Sonicbond Publishing

Available now

A series of books that uses the formula:  take a rock band, analyse their albums and songs one by one, publish.

Having had eyes opened to the On Track series by taking on the Blue Oyster Cult tome, one of several from the Sonicbond publishers appearing regularly over the past twelve months, here’s a shelf full of their output that features some of the bigger names from the annals of rock history.

Their general and refreshing philosophy is to harness the enthusiasm and expertise from fans/writers rather than encourage the sort of in-depth and occasionally academic analysis that some of the major artists of the twentieth (and Twenty-First) centuries have earned. Cough…Dylan…cough…cough.

Every album, every song is the watchword so with that in mind we encounter authors who’ve appreciated this/their music for more years than they probably care to mention and whose task is to enthuse readers in the same way. The series often feels like chatting to a mate (preferably in the pub) and debating the qualities of your favourite band and their best (and worst moments). Some of which you’ll agree with wholeheartedly and some maybe less so. Bearing that in mind,  without further ado…

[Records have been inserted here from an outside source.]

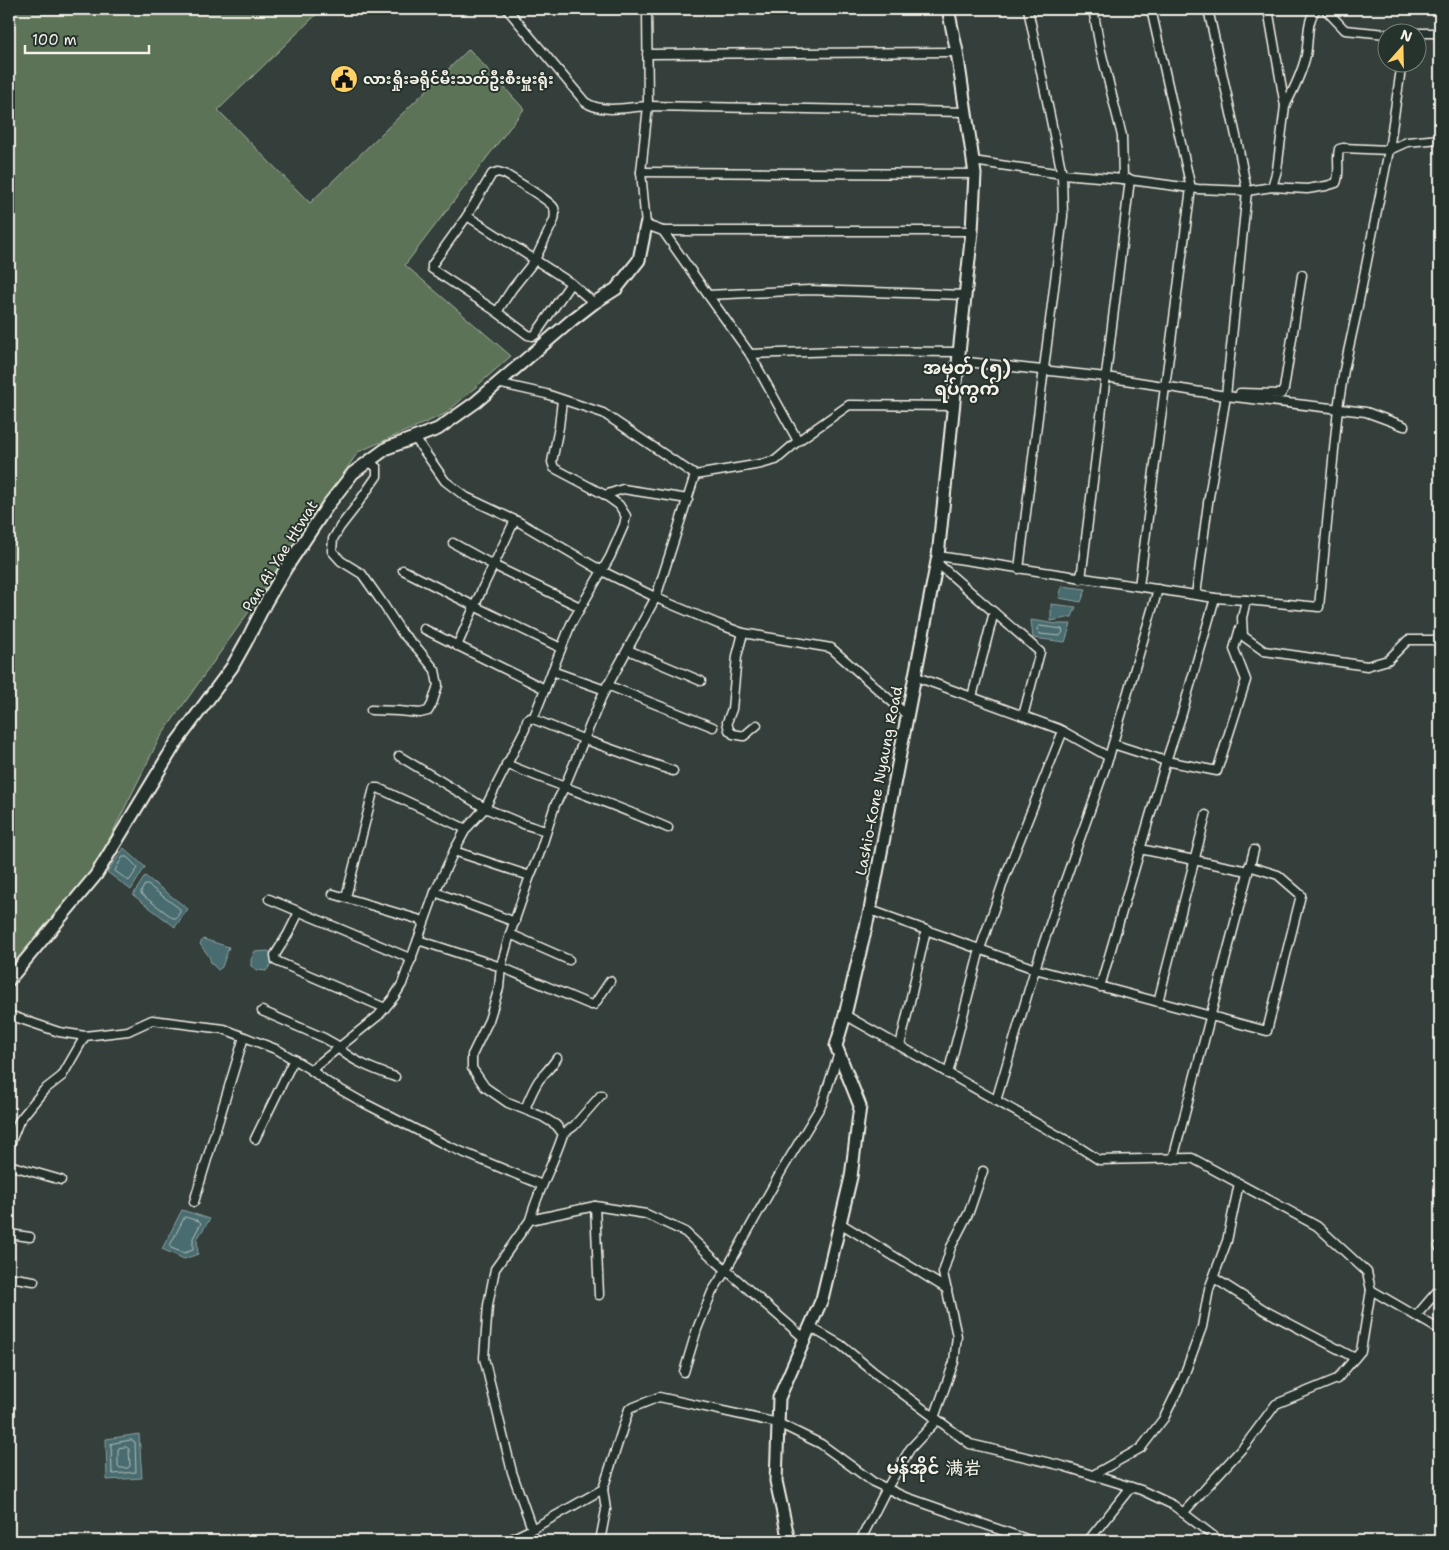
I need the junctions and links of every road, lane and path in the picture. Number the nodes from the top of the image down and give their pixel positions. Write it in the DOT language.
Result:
graph roads {
  1 [pos="507,9"];
  2 [pos="648,9"];
  3 [pos="948,9"];
  4 [pos="1028,9"];
  5 [pos="1093,9"];
  6 [pos="1150,9"];
  7 [pos="1208,9"];
  8 [pos="1268,9"];
  9 [pos="1316,9"];
  10 [pos="1325,9"];
  11 [pos="1376,33"];
  12 [pos="1426,33"];
  13 [pos="1440,33"];
  14 [pos="957,52"];
  15 [pos="647,54"];
  16 [pos="1401,72"];
  17 [pos="648,106"];
  18 [pos="1285,106"];
  19 [pos="965,112"];
  20 [pos="1440,139"];
  21 [pos="1389,150"];
  22 [pos="973,161"];
  23 [pos="641,172"];
  24 [pos="975,174"];
  25 [pos="1062,174"];
  26 [pos="1126,179"];
  27 [pos="1272,187"];
  28 [pos="1191,188"];
  29 [pos="1247,192"];
  30 [pos="467,216"];
  31 [pos="646,225"];
  32 [pos="663,231"];
  33 [pos="972,231"];
  34 [pos="536,260"];
  35 [pos="1302,275"];
  36 [pos="571,283"];
  37 [pos="708,295"];
  38 [pos="966,295"];
  39 [pos="594,303"];
  40 [pos="497,312"];
  41 [pos="750,354"];
  42 [pos="958,357"];
  43 [pos="1043,371"];
  44 [pos="1106,378"];
  45 [pos="497,384"];
  46 [pos="1165,386"];
  47 [pos="1226,396"];
  48 [pos="562,400"];
  49 [pos="954,406"];
  50 [pos="1338,408"];
  51 [pos="1404,426"];
  52 [pos="414,438"];
  53 [pos="798,441"];
  54 [pos="369,461"];
  55 [pos="695,475"];
  56 [pos="605,495"];
  57 [pos="688,499"];
  58 [pos="515,520"];
  59 [pos="453,543"];
  60 [pos="937,559"];
  61 [pos="494,565"];
  62 [pos="1019,568"];
  63 [pos="403,570"];
  64 [pos="602,572"];
  65 [pos="1081,579"];
  66 [pos="1138,586"];
  67 [pos="1158,589"];
  68 [pos="1196,595"];
  69 [pos="656,597"];
  70 [pos="1215,598"];
  71 [pos="1246,600"];
  72 [pos="474,606"];
  73 [pos="580,608"];
  74 [pos="994,612"];
  75 [pos="1242,618"];
  76 [pos="424,629"];
  77 [pos="743,633"];
  78 [pos="1440,642"];
  79 [pos="458,646"];
  80 [pos="561,648"];
  81 [pos="628,650"];
  82 [pos="552,671"];
  83 [pos="914,676"];
  84 [pos="700,681"];
  85 [pos="606,687"];
  86 [pos="545,689"];
  87 [pos="972,697"];
  88 [pos="371,710"];
  89 [pos="907,715"];
  90 [pos="1023,716"];
  91 [pos="533,718"];
  92 [pos="757,724"];
  93 [pos="713,727"];
  94 [pos="1063,731"];
  95 [pos="584,739"];
  96 [pos="1113,744"];
  97 [pos="399,756"];
  98 [pos="1109,758"];
  99 [pos="1166,761"];
  100 [pos="506,764"];
  101 [pos="673,771"];
  102 [pos="564,788"];
  103 [pos="485,808"];
  104 [pos="1206,815"];
  105 [pos="668,828"];
  106 [pos="466,830"];
  107 [pos="546,831"];
  108 [pos="1140,849"];
  109 [pos="454,850"];
  110 [pos="1254,850"];
  111 [pos="1195,860"];
  112 [pos="1249,868"];
  113 [pos="530,876"];
  114 [pos="435,892"];
  115 [pos="333,894"];
  116 [pos="346,897"];
  117 [pos="269,899"];
  118 [pos="870,910"];
  119 [pos="299,912"];
  120 [pos="424,921"];
  121 [pos="515,922"];
  122 [pos="926,930"];
  123 [pos="510,934"];
  124 [pos="418,940"];
  125 [pos="980,949"];
  126 [pos="412,959"];
  127 [pos="569,960"];
  128 [pos="501,967"];
  129 [pos="1035,969"];
  130 [pos="9,980"];
  131 [pos="610,981"];
  132 [pos="1100,986"];
  133 [pos="1158,1002"];
  134 [pos="385,1008"];
  135 [pos="262,1011"];
  136 [pos="9,1015"];
  137 [pos="845,1015"];
  138 [pos="1211,1015"];
  139 [pos="85,1036"];
  140 [pos="244,1037"];
  141 [pos="900,1046"];
  142 [pos="339,1047"];
  143 [pos="839,1053"];
  144 [pos="557,1058"];
  145 [pos="294,1059"];
  146 [pos="311,1070"];
  147 [pos="948,1074"];
  148 [pos="396,1077"];
  149 [pos="601,1095"];
  150 [pos="996,1101"];
  151 [pos="526,1109"];
  152 [pos="563,1134"];
  153 [pos="255,1139"];
  154 [pos="9,1147"];
  155 [pos="1173,1159"];
  156 [pos="9,1164"];
  157 [pos="983,1171"];
  158 [pos="61,1180"];
  159 [pos="1238,1184"];
  160 [pos="542,1185"];
  161 [pos="194,1202"];
  162 [pos="595,1206"];
  163 [pos="530,1220"];
  164 [pos="840,1223"];
  165 [pos="9,1234"];
  166 [pos="30,1237"];
  167 [pos="726,1270"];
  168 [pos="9,1277"];
  169 [pos="1214,1278"];
  170 [pos="34,1281"];
  171 [pos="1440,1288"];
  172 [pos="947,1289"];
  173 [pos="1372,1290"];
  174 [pos="599,1295"];
  175 [pos="1416,1316"];
  176 [pos="810,1327"];
  177 [pos="1440,1330"];
  178 [pos="805,1339"];
  179 [pos="1355,1358"];
  180 [pos="684,1372"];
  181 [pos="936,1419"];
  182 [pos="778,1423"];
  183 [pos="1093,1475"];
  184 [pos="1131,1487"];
  185 [pos="887,1488"];
  186 [pos="603,1489"];
  187 [pos="1183,1513"];
  188 [pos="532,1529"];
  189 [pos="507,1541"];
  190 [pos="600,1541"];
  191 [pos="789,1541"];
  192 [pos="860,1541"];
  193 [pos="1032,1541"];
  194 [pos="1088,1541"];
  195 [pos="1220,1541"];
  1 -- 17 [label="street"];
  2 -- 15 [label="street"];
  3 -- 14 [label="main road, Lashio-Kone Nyaung Road"];
  4 -- 25 [label="street"];
  5 -- 26 [label="street"];
  6 -- 28 [label="street"];
  7 -- 29 [label="street"];
  8 -- 18 [label="street"];
  9 -- 18 [label="street"];
  10 -- 11 [label="street"];
  12 -- 13 [label="street"];
  14 -- 15 [label="street"];
  14 -- 19 [label="main road, Lashio-Kone Nyaung Road"];
  15 -- 17 [label="street"];
  16 -- 21 [label="street"];
  17 -- 19 [label="street"];
  17 -- 23 [label="street"];
  18 -- 27 [label="street"];
  19 -- 22 [label="main road, Lashio-Kone Nyaung Road"];
  20 -- 21 [label="street"];
  21 -- 27 [label="street"];
  21 -- 50 [label="street"];
  22 -- 24 [label="main road, Lashio-Kone Nyaung Road"];
  22 -- 25 [label="street"];
  23 -- 24 [label="street"];
  23 -- 31 [label="street"];
  24 -- 33 [label="main road, Lashio-Kone Nyaung Road"];
  25 -- 26 [label="street"];
  25 -- 43 [label="street"];
  26 -- 28 [label="street"];
  26 -- 44 [label="street"];
  27 -- 29 [label="street"];
  28 -- 29 [label="street"];
  28 -- 46 [label="street"];
  29 -- 47 [label="street"];
  30 -- 34 [label="street"];
  30 -- 34 [label="street"];
  30 -- 40 [label="street"];
  31 -- 32 [label="street"];
  31 -- 39 [label="main road, Pan Ai Yae Htwat"];
  32 -- 33 [label="street"];
  32 -- 37 [label="street"];
  33 -- 38 [label="main road, Lashio-Kone Nyaung Road"];
  34 -- 36 [label="street"];
  34 -- 40 [label="street"];
  35 -- 47 [label="street"];
  36 -- 39 [label="street"];
  36 -- 40 [label="street"];
  37 -- 38 [label="street"];
  37 -- 41 [label="street"];
  38 -- 42 [label="main road, Lashio-Kone Nyaung Road"];
  39 -- 45 [label="main road, Pan Ai Yae Htwat"];
  41 -- 42 [label="street"];
  41 -- 53 [label="street"];
  42 -- 43 [label="street"];
  42 -- 49 [label="main road, Lashio-Kone Nyaung Road"];
  43 -- 44 [label="street"];
  43 -- 62 [label="street"];
  44 -- 46 [label="street"];
  44 -- 65 [label="street"];
  45 -- 48 [label="street"];
  45 -- 52 [label="main road, Pan Ai Yae Htwat"];
  46 -- 47 [label="street"];
  46 -- 66 [label="street"];
  47 -- 50 [label="street"];
  47 -- 68 [label="street"];
  48 -- 55 [label="street"];
  48 -- 56 [label="street"];
  49 -- 53 [label="street"];
  49 -- 60 [label="main road, Lashio-Kone Nyaung Road"];
  50 -- 51 [label="street"];
  50 -- 71 [label="street"];
  52 -- 54 [label="main road, Pan Ai Yae Htwat"];
  52 -- 58 [label="street"];
  53 -- 55 [label="street"];
  54 -- 88 [label="street"];
  54 -- 130 [label="main road, Pan Ai Yae Htwat"];
  55 -- 57 [label="street"];
  56 -- 57 [label="street"];
  56 -- 64 [label="street"];
  57 -- 69 [label="street"];
  58 -- 61 [label="street"];
  58 -- 64 [label="street"];
  59 -- 61 [label="street"];
  60 -- 62 [label="street"];
  60 -- 74 [label="street"];
  60 -- 83 [label="main road, Lashio-Kone Nyaung Road"];
  61 -- 72 [label="street"];
  61 -- 73 [label="street"];
  62 -- 65 [label="street"];
  63 -- 72 [label="street"];
  64 -- 69 [label="street"];
  64 -- 73 [label="street"];
  65 -- 66 [label="street"];
  66 -- 67 [label="street"];
  67 -- 68 [label="street"];
  67 -- 96 [label="street"];
  68 -- 70 [label="street"];
  69 -- 77 [label="street"];
  69 -- 81 [label="street"];
  70 -- 71 [label="street"];
  70 -- 99 [label="street"];
  71 -- 75 [label="street"];
  72 -- 79 [label="street"];
  72 -- 80 [label="street"];
  73 -- 80 [label="street"];
  74 -- 87 [label="street"];
  74 -- 90 [label="street"];
  75 -- 78 [label="street"];
  75 -- 99 [label="street"];
  76 -- 79 [label="street"];
  77 -- 89 [label="street"];
  77 -- 92 [label="street"];
  79 -- 86 [label="street"];
  80 -- 82 [label="street"];
  81 -- 84 [label="street"];
  81 -- 85 [label="street"];
  82 -- 85 [label="street"];
  82 -- 86 [label="street"];
  83 -- 87 [label="street"];
  83 -- 89 [label="main road, Lashio-Kone Nyaung Road"];
  85 -- 93 [label="street"];
  85 -- 95 [label="street"];
  86 -- 91 [label="street"];
  87 -- 90 [label="street"];
  89 -- 118 [label="main road, Lashio-Kone Nyaung Road"];
  90 -- 94 [label="street"];
  91 -- 95 [label="street"];
  91 -- 100 [label="street"];
  94 -- 98 [label="street"];
  94 -- 125 [label="street"];
  95 -- 101 [label="street"];
  95 -- 102 [label="street"];
  96 -- 98 [label="street"];
  96 -- 99 [label="street"];
  97 -- 103 [label="street"];
  98 -- 129 [label="street"];
  99 -- 108 [label="street"];
  100 -- 102 [label="street"];
  100 -- 103 [label="street"];
  102 -- 105 [label="street"];
  102 -- 107 [label="street"];
  103 -- 106 [label="street"];
  103 -- 107 [label="street"];
  104 -- 111 [label="street"];
  106 -- 109 [label="street"];
  106 -- 116 [label="street"];
  107 -- 113 [label="street"];
  108 -- 111 [label="street"];
  108 -- 132 [label="street"];
  109 -- 113 [label="street"];
  109 -- 114 [label="street"];
  110 -- 112 [label="street"];
  111 -- 112 [label="street"];
  111 -- 133 [label="street"];
  112 -- 138 [label="street"];
  112 -- 138 [label="street"];
  113 -- 121 [label="street"];
  114 -- 120 [label="street"];
  114 -- 121 [label="street"];
  115 -- 116 [label="street"];
  116 -- 120 [label="street"];
  117 -- 119 [label="street"];
  118 -- 122 [label="street"];
  118 -- 137 [label="main road, Lashio-Kone Nyaung Road"];
  119 -- 126 [label="street"];
  119 -- 134 [label="street"];
  120 -- 124 [label="street"];
  121 -- 123 [label="street"];
  122 -- 125 [label="street"];
  122 -- 141 [label="street"];
  123 -- 127 [label="street"];
  123 -- 128 [label="street"];
  124 -- 126 [label="street"];
  124 -- 128 [label="street"];
  125 -- 129 [label="street"];
  125 -- 147 [label="street"];
  126 -- 134 [label="street"];
  128 -- 131 [label="street"];
  128 -- 151 [label="street"];
  129 -- 132 [label="street"];
  129 -- 150 [label="street"];
  132 -- 133 [label="street"];
  133 -- 138 [label="street"];
  134 -- 142 [label="street"];
  135 -- 142 [label="street"];
  136 -- 139 [label="street"];
  137 -- 141 [label="street"];
  137 -- 143 [label="main road, Lashio-Kone Nyaung Road"];
  138 -- 155 [label="street"];
  139 -- 140 [label="street"];
  139 -- 154 [label="street"];
  140 -- 145 [label="street"];
  140 -- 161 [label="street"];
  141 -- 147 [label="street"];
  142 -- 146 [label="street"];
  142 -- 148 [label="street"];
  143 -- 164 [label="main road, Lashio-Kone Nyaung Road"];
  143 -- 167 [label="street"];
  144 -- 151 [label="street"];
  145 -- 146 [label="street"];
  145 -- 153 [label="street"];
  146 -- 160 [label="street"];
  147 -- 150 [label="street"];
  149 -- 152 [label="street"];
  150 -- 155 [label="street"];
  151 -- 152 [label="street"];
  152 -- 160 [label="street"];
  155 -- 159 [label="street"];
  156 -- 158 [label="street"];
  157 -- 172 [label="street"];
  159 -- 169 [label="street"];
  159 -- 173 [label="street"];
  160 -- 163 [label="street"];
  162 -- 163 [label="street"];
  162 -- 167 [label="street"];
  162 -- 174 [label="street"];
  163 -- 188 [label="street"];
  164 -- 172 [label="street"];
  164 -- 176 [label="main road, Lashio-Kone Nyaung Road"];
  165 -- 166 [label="street"];
  167 -- 178 [label="street"];
  167 -- 180 [label="street"];
  168 -- 170 [label="street"];
  169 -- 179 [label="street"];
  169 -- 183 [label="street"];
  171 -- 175 [label="street"];
  172 -- 181 [label="street"];
  173 -- 175 [label="street"];
  173 -- 179 [label="street"];
  175 -- 177 [label="street"];
  176 -- 178 [label="main road, Lashio-Kone Nyaung Road"];
  176 -- 181 [label="street"];
  178 -- 182 [label="main road, Lashio-Kone Nyaung Road"];
  179 -- 187 [label="street"];
  181 -- 183 [label="street"];
  181 -- 185 [label="street"];
  182 -- 185 [label="street"];
  182 -- 186 [label="street"];
  182 -- 191 [label="main road, Lashio-Kone Nyaung Road"];
  183 -- 184 [label="street"];
  184 -- 187 [label="street"];
  184 -- 194 [label="street"];
  185 -- 192 [label="street"];
  185 -- 193 [label="street"];
  186 -- 188 [label="street"];
  186 -- 190 [label="street"];
  187 -- 195 [label="street"];
  188 -- 189 [label="street"];
}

Andrew Wild takes on a couple of bands, starting off with Queen, that’s typical of the very readable quality and not unafraid to take songs and events to task when others may take on a rose-tinted approach. It’s refreshing to hear someone talk of Brian May atop Buck House with similar disdain to my own. For Queen, many feel that the early days are the best; a period when they were an albums band that had a few singles which slowly led them to become a singles band whose albums contained said songs with what could be construed as extra padding.

We Will Rock You – “a dumb song from an intelligent band” and “cheap…stupid…obnoxious…commercial” – ouch but agreed, I always preferred the fast version anyway. 1979 seems the turning point when the eye became more focussed on the singles market, yet coming full circle with Innuendo and The Miracle returning to the album as a statement format, albeit less coherently than in those first half dozen albums.

But Queen always had four individuals who brought different sides to the band – John Deacon popping his head above the parapet on the odd occasion with some absolute stone cold (crazy) crackers.

Wild’s more challenging task comes in assessing the work of The Beatles is to go where so many have been before and when the man to turn to is Mark Lewisohn. A thankless task and one that he takes on by attempting the ‘same picture in a different frame’ philosophy in his A-Z guide to every song.

on track

It’s mind-boggling at times to look at the detail that’s gone into say Help! – it’s just where the book flopped open – and root through all the takes, versions on albums and singles, live references. Someone somewhere (not me) may find the time to interrogate the quality of his work and will no doubt find some irritating little errors but for most of us, we should simply applaud him for his research and painstaking attention as well as his courage for attempting a most challenging task.

For a more in-depth musical analysis of the Emerson, Lake & Palmer legacy, you can chase up the likes of  Endless Enigma that often contains the sort of analysis that sends us non-musicians into the mysterious world of double time and minor fifths and beyond and can often be as mind-boggling as the music of the trio known for some of their excesses.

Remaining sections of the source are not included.